# Stored data entries:
* * * * *

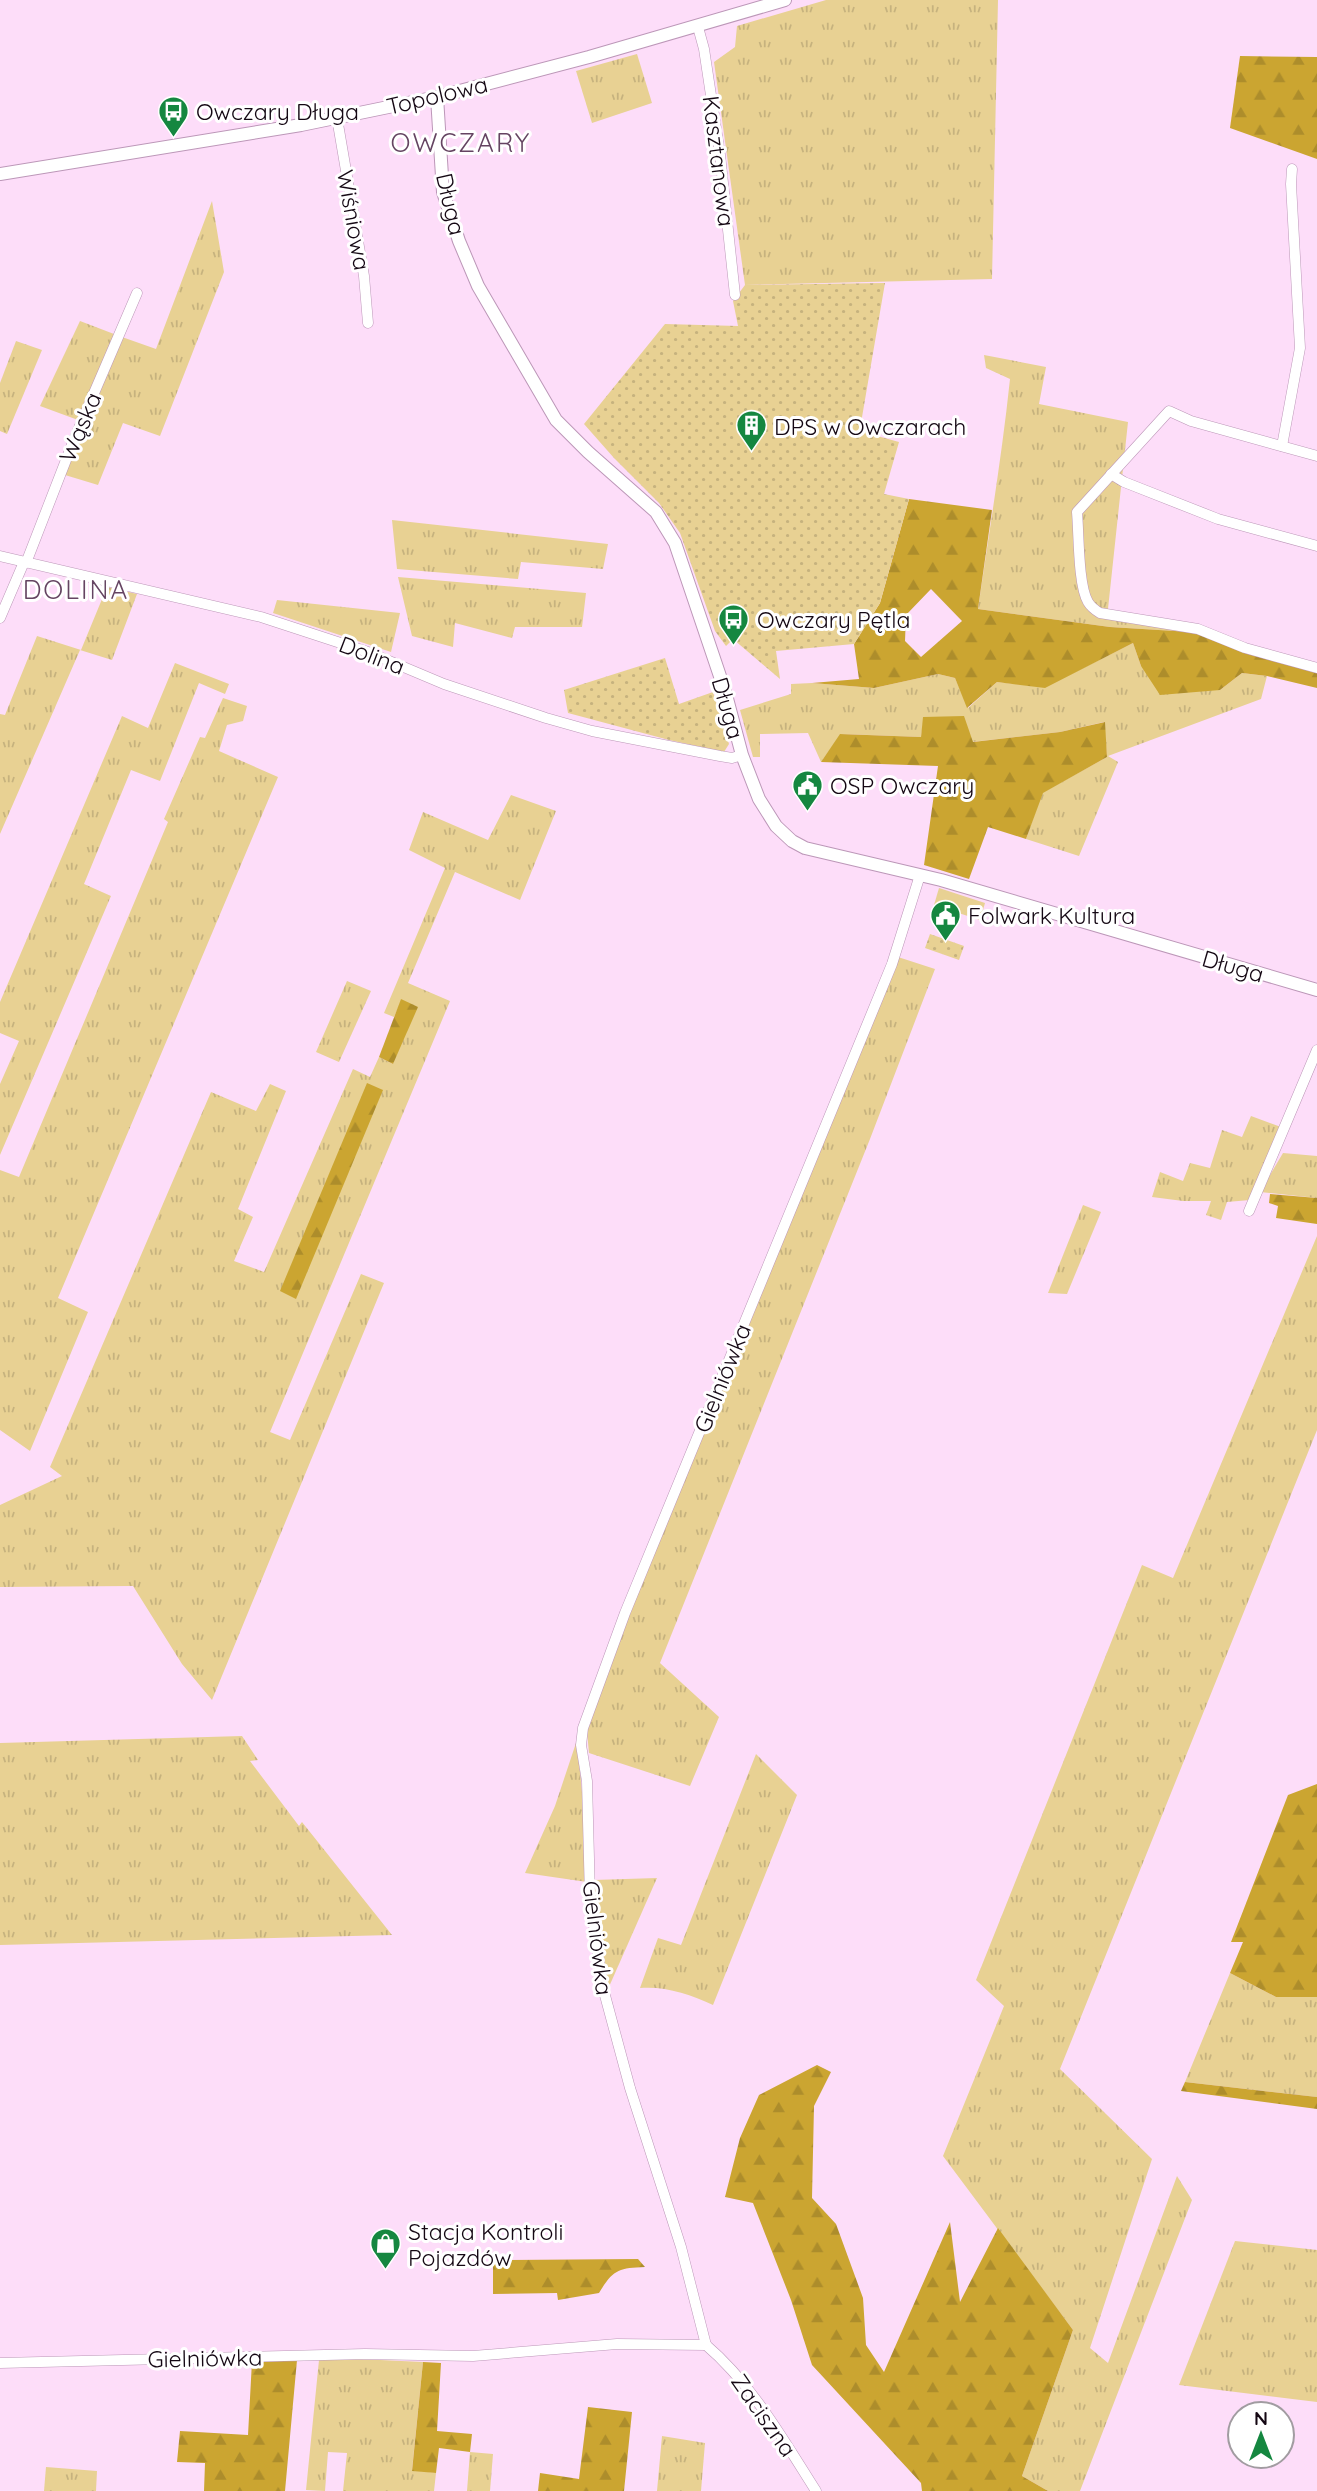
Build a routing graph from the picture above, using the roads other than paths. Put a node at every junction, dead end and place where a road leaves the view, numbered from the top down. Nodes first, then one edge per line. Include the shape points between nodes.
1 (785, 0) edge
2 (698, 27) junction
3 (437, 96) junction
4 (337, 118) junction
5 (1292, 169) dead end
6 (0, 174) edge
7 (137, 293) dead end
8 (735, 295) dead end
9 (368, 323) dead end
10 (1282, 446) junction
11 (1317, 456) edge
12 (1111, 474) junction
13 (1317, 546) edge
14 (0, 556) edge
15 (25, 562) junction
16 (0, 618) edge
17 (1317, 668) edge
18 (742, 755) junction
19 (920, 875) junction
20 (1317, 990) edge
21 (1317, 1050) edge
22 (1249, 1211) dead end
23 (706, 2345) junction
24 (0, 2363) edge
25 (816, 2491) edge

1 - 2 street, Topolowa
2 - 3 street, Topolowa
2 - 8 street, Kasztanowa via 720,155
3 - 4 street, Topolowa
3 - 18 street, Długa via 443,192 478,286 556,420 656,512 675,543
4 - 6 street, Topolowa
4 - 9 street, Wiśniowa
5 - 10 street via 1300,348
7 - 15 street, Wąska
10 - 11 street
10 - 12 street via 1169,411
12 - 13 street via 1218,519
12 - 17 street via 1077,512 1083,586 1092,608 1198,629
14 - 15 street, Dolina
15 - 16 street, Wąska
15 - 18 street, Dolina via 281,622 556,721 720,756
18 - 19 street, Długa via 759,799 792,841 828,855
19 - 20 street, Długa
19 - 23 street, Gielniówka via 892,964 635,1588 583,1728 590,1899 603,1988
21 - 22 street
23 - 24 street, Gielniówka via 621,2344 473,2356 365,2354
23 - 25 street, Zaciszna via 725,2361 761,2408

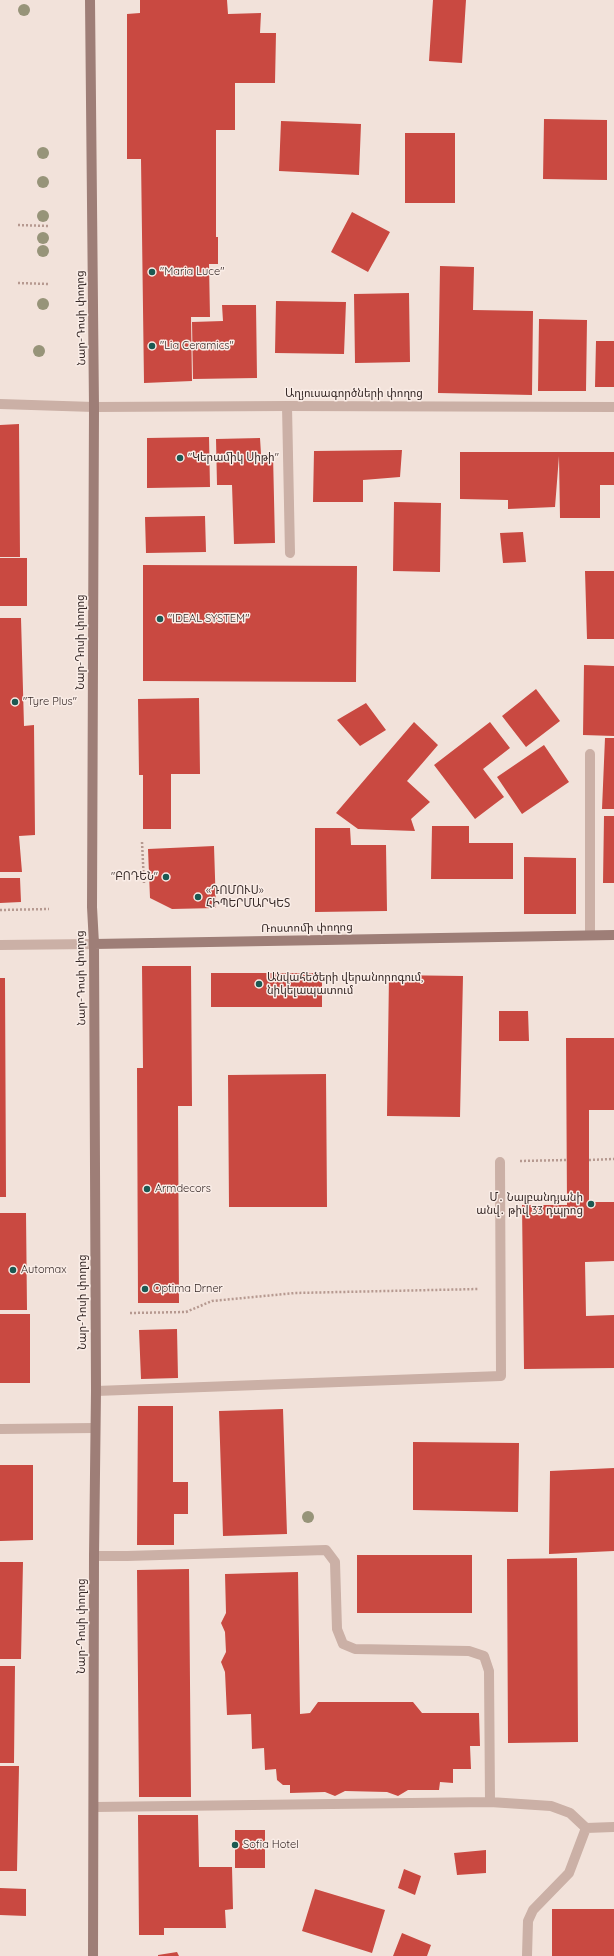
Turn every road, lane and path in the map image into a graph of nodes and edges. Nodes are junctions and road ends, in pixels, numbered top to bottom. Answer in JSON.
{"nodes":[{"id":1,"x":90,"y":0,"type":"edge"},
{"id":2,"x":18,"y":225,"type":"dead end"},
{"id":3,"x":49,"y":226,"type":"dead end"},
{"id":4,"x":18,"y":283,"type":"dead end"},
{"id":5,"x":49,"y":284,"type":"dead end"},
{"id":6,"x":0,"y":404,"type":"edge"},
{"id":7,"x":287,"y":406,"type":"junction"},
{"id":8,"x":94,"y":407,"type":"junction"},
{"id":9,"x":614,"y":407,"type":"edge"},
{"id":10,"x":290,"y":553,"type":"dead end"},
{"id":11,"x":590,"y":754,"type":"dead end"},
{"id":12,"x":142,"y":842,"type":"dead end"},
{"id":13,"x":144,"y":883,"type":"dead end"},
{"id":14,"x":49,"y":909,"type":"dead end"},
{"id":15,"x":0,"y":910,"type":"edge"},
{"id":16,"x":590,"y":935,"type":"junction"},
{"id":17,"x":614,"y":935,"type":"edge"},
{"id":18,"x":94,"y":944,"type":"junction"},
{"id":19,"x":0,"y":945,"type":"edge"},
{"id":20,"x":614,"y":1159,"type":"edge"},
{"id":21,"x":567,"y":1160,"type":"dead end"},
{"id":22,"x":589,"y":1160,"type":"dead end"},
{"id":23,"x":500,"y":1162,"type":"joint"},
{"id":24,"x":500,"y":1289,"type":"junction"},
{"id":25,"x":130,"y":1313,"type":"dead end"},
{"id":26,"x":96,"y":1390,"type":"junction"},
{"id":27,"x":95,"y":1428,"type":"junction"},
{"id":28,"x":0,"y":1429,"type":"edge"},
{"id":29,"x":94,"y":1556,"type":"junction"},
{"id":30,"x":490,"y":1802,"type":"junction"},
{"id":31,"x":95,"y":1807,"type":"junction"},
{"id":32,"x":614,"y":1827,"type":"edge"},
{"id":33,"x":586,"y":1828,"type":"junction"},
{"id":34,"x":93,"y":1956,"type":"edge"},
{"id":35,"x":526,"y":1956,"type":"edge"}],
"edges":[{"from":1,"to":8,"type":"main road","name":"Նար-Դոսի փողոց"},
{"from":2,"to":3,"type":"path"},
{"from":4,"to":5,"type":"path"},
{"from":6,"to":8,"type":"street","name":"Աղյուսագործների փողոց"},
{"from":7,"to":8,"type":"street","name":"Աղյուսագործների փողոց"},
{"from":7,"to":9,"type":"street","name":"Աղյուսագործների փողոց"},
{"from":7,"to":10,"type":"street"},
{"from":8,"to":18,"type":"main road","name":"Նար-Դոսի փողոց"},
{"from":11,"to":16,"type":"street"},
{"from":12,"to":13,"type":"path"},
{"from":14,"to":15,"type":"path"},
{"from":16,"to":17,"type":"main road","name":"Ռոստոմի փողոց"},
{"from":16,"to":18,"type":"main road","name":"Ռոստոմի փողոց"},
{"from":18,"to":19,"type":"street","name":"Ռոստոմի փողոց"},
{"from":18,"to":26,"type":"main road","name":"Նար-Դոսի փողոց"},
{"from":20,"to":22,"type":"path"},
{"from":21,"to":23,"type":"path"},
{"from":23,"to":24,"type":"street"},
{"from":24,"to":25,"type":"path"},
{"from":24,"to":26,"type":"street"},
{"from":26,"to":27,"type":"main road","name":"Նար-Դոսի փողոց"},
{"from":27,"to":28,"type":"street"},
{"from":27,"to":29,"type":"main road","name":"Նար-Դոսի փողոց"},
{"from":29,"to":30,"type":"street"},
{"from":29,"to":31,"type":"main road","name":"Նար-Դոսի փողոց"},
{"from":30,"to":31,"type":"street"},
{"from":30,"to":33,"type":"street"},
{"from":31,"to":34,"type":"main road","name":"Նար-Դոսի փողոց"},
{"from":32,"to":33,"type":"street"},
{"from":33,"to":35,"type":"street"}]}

* * * * *

# About this exercise:
Scan the records above for the string "Długa", then copy each line where it turns up.

# Task response:
3 - 18 street, Długa via 443,192 478,286 556,420 656,512 675,543
18 - 19 street, Długa via 759,799 792,841 828,855
19 - 20 street, Długa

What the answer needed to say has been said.